> **Work item**
Print out the full material below, exact in every line, with no images included.

> **Material supplied**
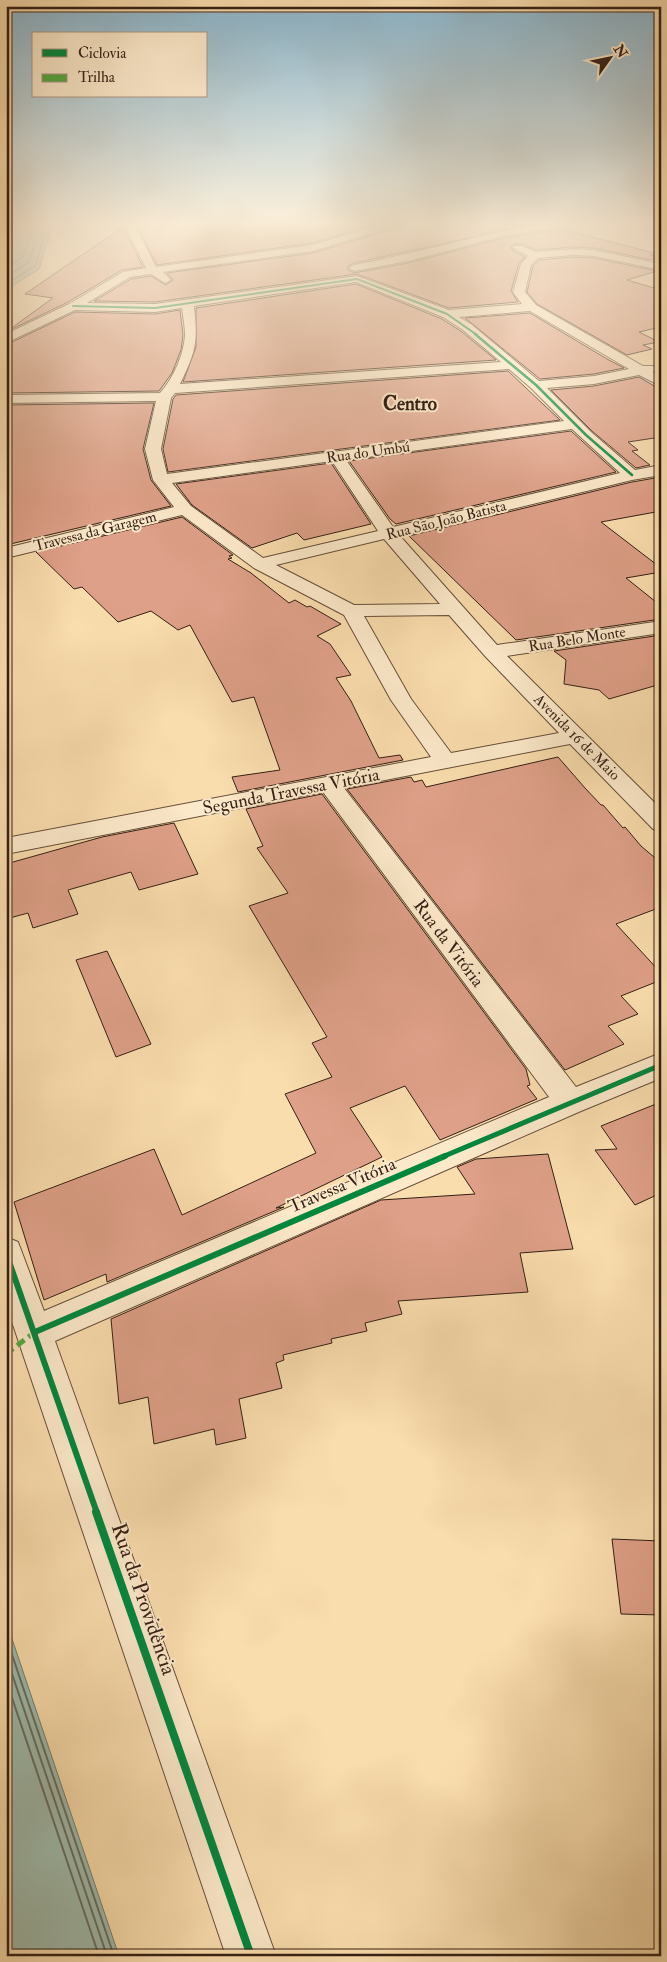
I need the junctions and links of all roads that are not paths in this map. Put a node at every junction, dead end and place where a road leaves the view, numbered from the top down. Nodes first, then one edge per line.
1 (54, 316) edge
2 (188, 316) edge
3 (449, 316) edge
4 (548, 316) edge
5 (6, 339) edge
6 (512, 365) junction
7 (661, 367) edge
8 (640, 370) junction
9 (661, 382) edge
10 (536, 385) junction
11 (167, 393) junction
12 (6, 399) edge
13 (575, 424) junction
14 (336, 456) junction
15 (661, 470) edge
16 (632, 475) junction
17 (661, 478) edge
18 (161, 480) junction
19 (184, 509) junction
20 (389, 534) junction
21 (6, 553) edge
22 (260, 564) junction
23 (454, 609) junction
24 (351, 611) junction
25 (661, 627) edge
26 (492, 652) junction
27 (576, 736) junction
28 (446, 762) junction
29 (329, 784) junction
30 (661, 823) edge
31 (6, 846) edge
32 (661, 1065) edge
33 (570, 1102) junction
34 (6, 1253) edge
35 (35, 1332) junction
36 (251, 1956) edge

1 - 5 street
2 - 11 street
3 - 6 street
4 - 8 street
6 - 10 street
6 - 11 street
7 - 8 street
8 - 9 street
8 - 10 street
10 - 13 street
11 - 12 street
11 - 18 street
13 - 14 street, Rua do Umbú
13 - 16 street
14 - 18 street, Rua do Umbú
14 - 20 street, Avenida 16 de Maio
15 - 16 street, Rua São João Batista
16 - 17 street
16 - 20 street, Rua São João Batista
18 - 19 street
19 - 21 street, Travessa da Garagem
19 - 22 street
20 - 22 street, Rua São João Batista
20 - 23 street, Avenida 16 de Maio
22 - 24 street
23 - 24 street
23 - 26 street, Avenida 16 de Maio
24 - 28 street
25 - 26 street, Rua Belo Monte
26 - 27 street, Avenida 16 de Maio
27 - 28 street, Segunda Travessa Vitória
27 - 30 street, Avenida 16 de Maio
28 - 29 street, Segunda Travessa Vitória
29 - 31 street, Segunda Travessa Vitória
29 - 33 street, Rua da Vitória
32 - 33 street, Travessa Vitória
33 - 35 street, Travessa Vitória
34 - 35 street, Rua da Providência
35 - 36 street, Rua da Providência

> **Exercise response**
I need the junctions and links of all roads that are not paths in this map. Put a node at every junction, dead end and place where a road leaves the view, numbered from the top down. Nodes first, then one edge per line.
1 (54, 316) edge
2 (188, 316) edge
3 (449, 316) edge
4 (548, 316) edge
5 (6, 339) edge
6 (512, 365) junction
7 (661, 367) edge
8 (640, 370) junction
9 (661, 382) edge
10 (536, 385) junction
11 (167, 393) junction
12 (6, 399) edge
13 (575, 424) junction
14 (336, 456) junction
15 (661, 470) edge
16 (632, 475) junction
17 (661, 478) edge
18 (161, 480) junction
19 (184, 509) junction
20 (389, 534) junction
21 (6, 553) edge
22 (260, 564) junction
23 (454, 609) junction
24 (351, 611) junction
25 (661, 627) edge
26 (492, 652) junction
27 (576, 736) junction
28 (446, 762) junction
29 (329, 784) junction
30 (661, 823) edge
31 (6, 846) edge
32 (661, 1065) edge
33 (570, 1102) junction
34 (6, 1253) edge
35 (35, 1332) junction
36 (251, 1956) edge

1 - 5 street
2 - 11 street
3 - 6 street
4 - 8 street
6 - 10 street
6 - 11 street
7 - 8 street
8 - 9 street
8 - 10 street
10 - 13 street
11 - 12 street
11 - 18 street
13 - 14 street, Rua do Umbú
13 - 16 street
14 - 18 street, Rua do Umbú
14 - 20 street, Avenida 16 de Maio
15 - 16 street, Rua São João Batista
16 - 17 street
16 - 20 street, Rua São João Batista
18 - 19 street
19 - 21 street, Travessa da Garagem
19 - 22 street
20 - 22 street, Rua São João Batista
20 - 23 street, Avenida 16 de Maio
22 - 24 street
23 - 24 street
23 - 26 street, Avenida 16 de Maio
24 - 28 street
25 - 26 street, Rua Belo Monte
26 - 27 street, Avenida 16 de Maio
27 - 28 street, Segunda Travessa Vitória
27 - 30 street, Avenida 16 de Maio
28 - 29 street, Segunda Travessa Vitória
29 - 31 street, Segunda Travessa Vitória
29 - 33 street, Rua da Vitória
32 - 33 street, Travessa Vitória
33 - 35 street, Travessa Vitória
34 - 35 street, Rua da Providência
35 - 36 street, Rua da Providência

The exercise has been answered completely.